Tags
Alvaro Enrigue, art history, Caravaggio, Carlos Fuentes, Catholic Church, Colonialism, Cortes, Fiction, historical fiction, Mexican Literature, Natasha Wimmer, Novels, Renaissance, Sudden Death, The Story of My Teeth, Translated Literature, Valerie Lusielli, Vasco de Quiroga
About 80% through “Sudden Death” the author, Álvaro Enrigue, admits he does not know what his book is about. He just knows he was mad. Mad because in every game the bad guys have the advantage.
This too, is probably not true.
He does tell you it isn’t a book about Caravaggio or Vasco de Quiroga; Cortés or Cuauhtémoc; or Galileo or Pius I; although they are all characters. The book is not about the birth of tennis, although Caravaggio and Quiroga are engaged in a duel by tennis, the reason for which they were both to drunk to remember. It is not about the Counter-Reformation, the Council of Trent, or Carlo Borromeo, although the period of the novel is a bookend that squeezes the life out of the Renaissance. It is not about the ironic use of Thomas More’s Utopia by the conquistadors in New Spain.
It ends with art maybe being the salvation of history. The ending, maybe the only weak part of the book in my view.
The inspiration for the novel was the exhibit at the Museo Nacional de Arte in Mexico City, “El vuelo de las imágenes. Arte plumario en México y Europa 1300 – 1700” [Images take flight: feather art in Mexico and Europe]. See https://www.youtube.com/watch?v=TPZxD9D84ZI
This novel is a work of incredible imagination. Scalped hair is substituted for feathers in the composition of the tennis ball. It is made from the hair of the beautiful, but unlucky, bride of Henry VIII, Anne Boleyn. The scapular worn by Cortés and ultimately by Quiroga in his tennis match, was cut from the hair of the emperor Cuauhtémoc after Cortés had him killed.
The author dedicates the book to La Flaca Luiselli. This is likely intended affectionately to his wife, the author Valerie Luiselli, the other half of this esteemed Mexican literary couple. I previously reviewed her experimental novel “The Story of My Teeth”, a collaboration with factory workers.
Carlos Fuentes, who I think writes some of the best first paragraphs in modern fiction, has an apt description of “Sudden Death”.
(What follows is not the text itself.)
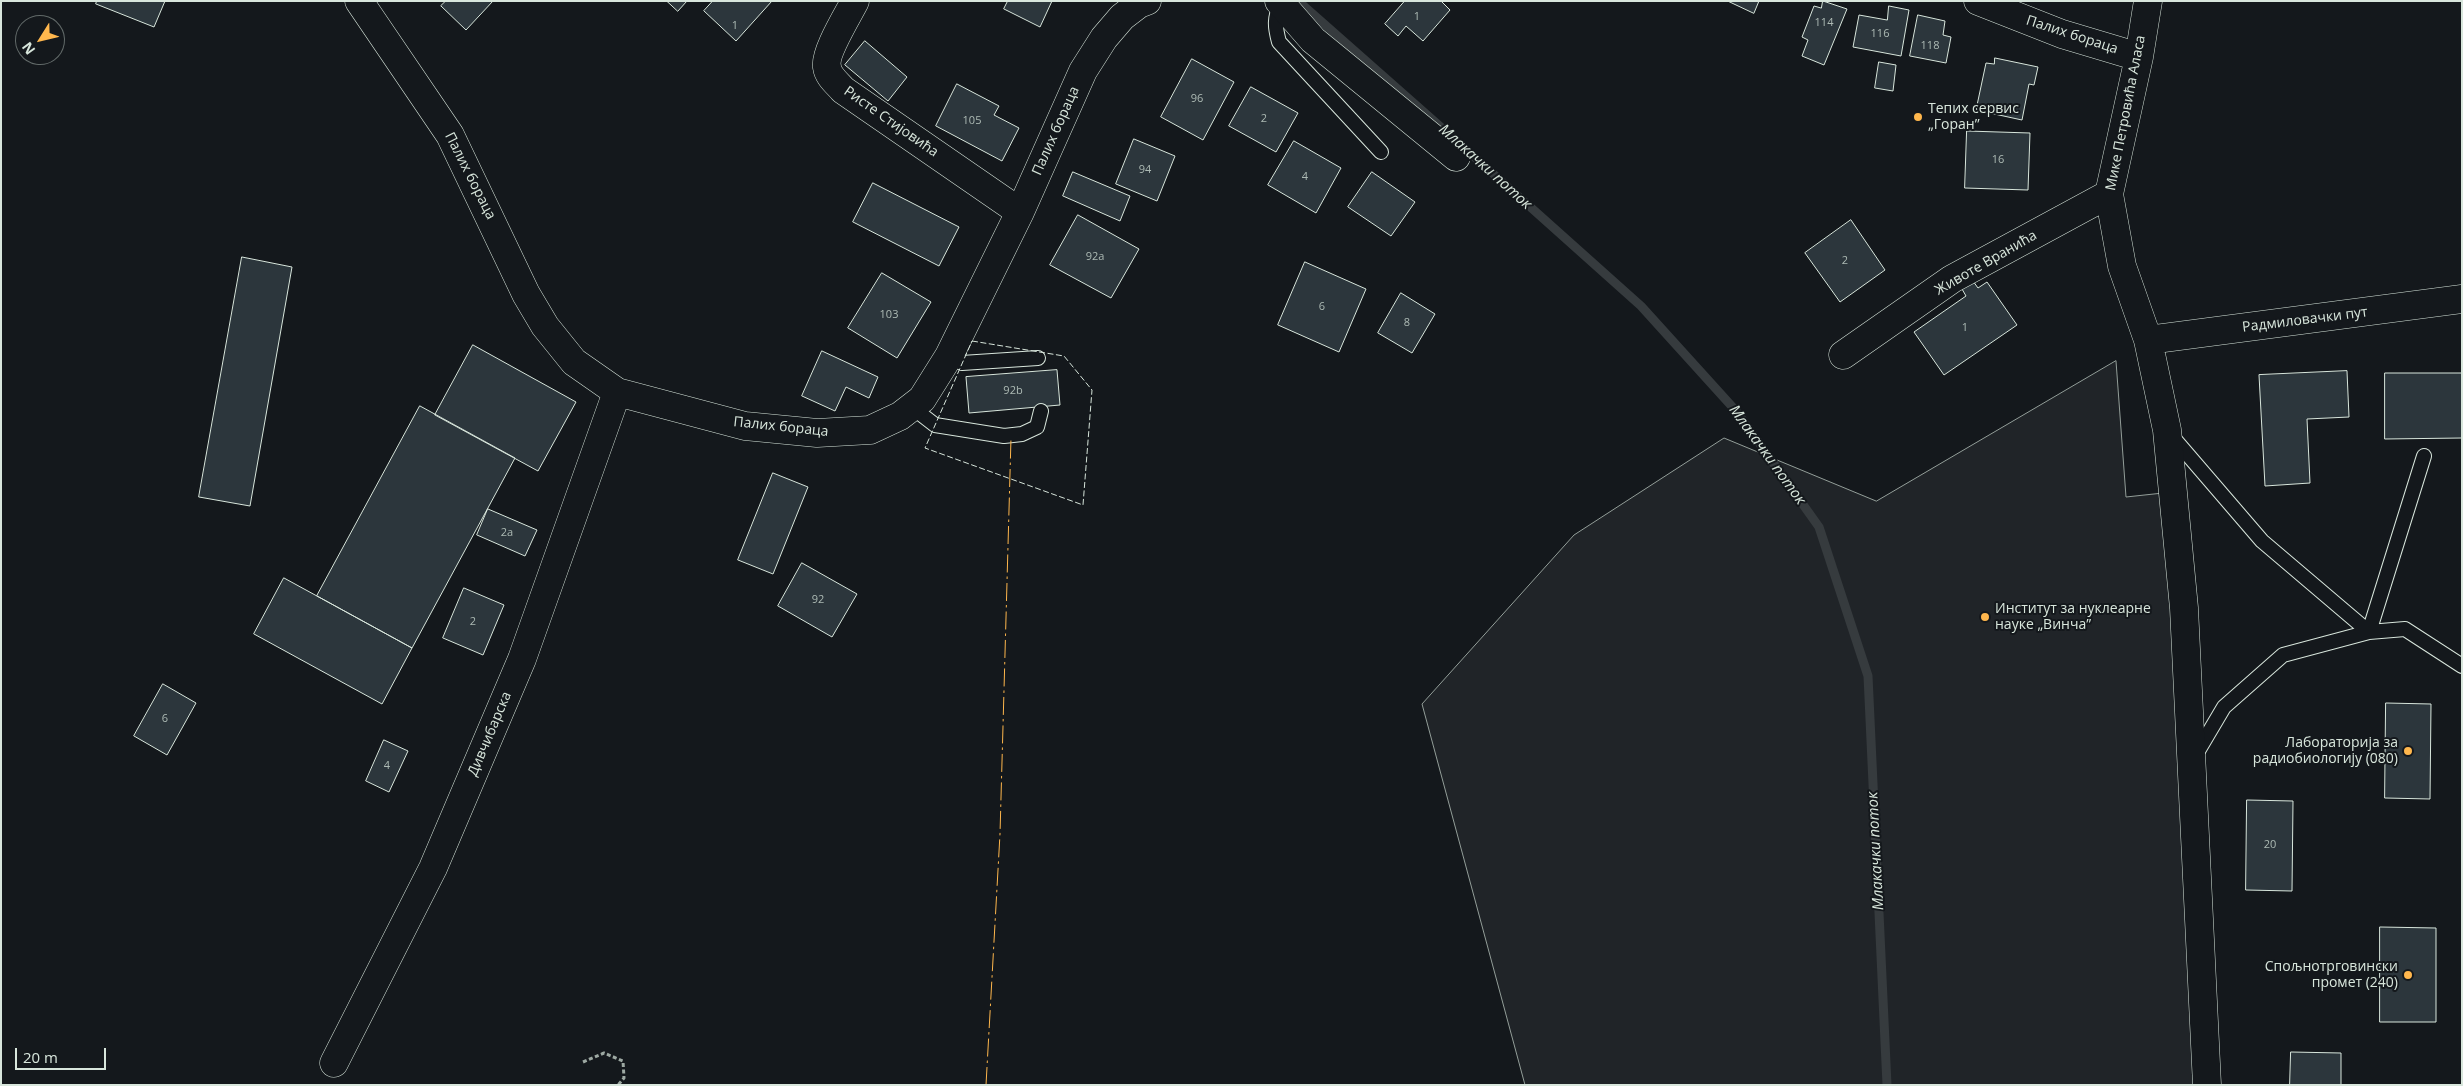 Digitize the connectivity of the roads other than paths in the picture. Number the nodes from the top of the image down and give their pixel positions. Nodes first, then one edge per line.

“Enrigue belongs to many literary traditions at once and shows a great mastery of them all… His novel belongs to Max Planck’s quantum universe rather than the relativistic universe of Albert Einstein: a world of coexisting fields in constant interaction and whose particles are created or destroyed in the same act.”
The novel is part art criticism of Caravaggio’s paintings. Some real, some imagined. “Caravaggio was to painting what Galilei was to physics: someone who took a second look and said what he was seeing, someone who discovered that forms in space aren’t allegories of anything but themselves, and that’s enough; someone who understood that the true mystery of the forces that control how we inhabit the earth is not how lofty they are, but how elemental.”
This novel is a whimsical romp through late Renaissance political, art, Catholic, and social history with a tour through Spain’s vanquishing of the Aztec empire in Mexico. They are equally bad guys to the author.
The chapter “Regarding Most Popes’ Utter Lack of a Sense of Humor” is about Cardinal Montalto.
“… Montalto also spent those years planning how the city would look it really was the center of the world- a plan he executed with violence and perfectionism once he was named Pope Sextus V. He invented urbanism, though his name wasn’t Urban. It goes without saying that he never played pallacorda. The fact that no subsequent pope was called Sixtus after Montalto, who was the fifth, is proof that the Catholic Church is an institution without a sense of humor.”
The novel was awarded the Herralde Prize in Spain and the Elena Poniatowska International Novel Award in Mexico. Forget get the awards. If you admire good con- artistry and illusion you should read this book. It is fun, entertaining and educational in the same time and space.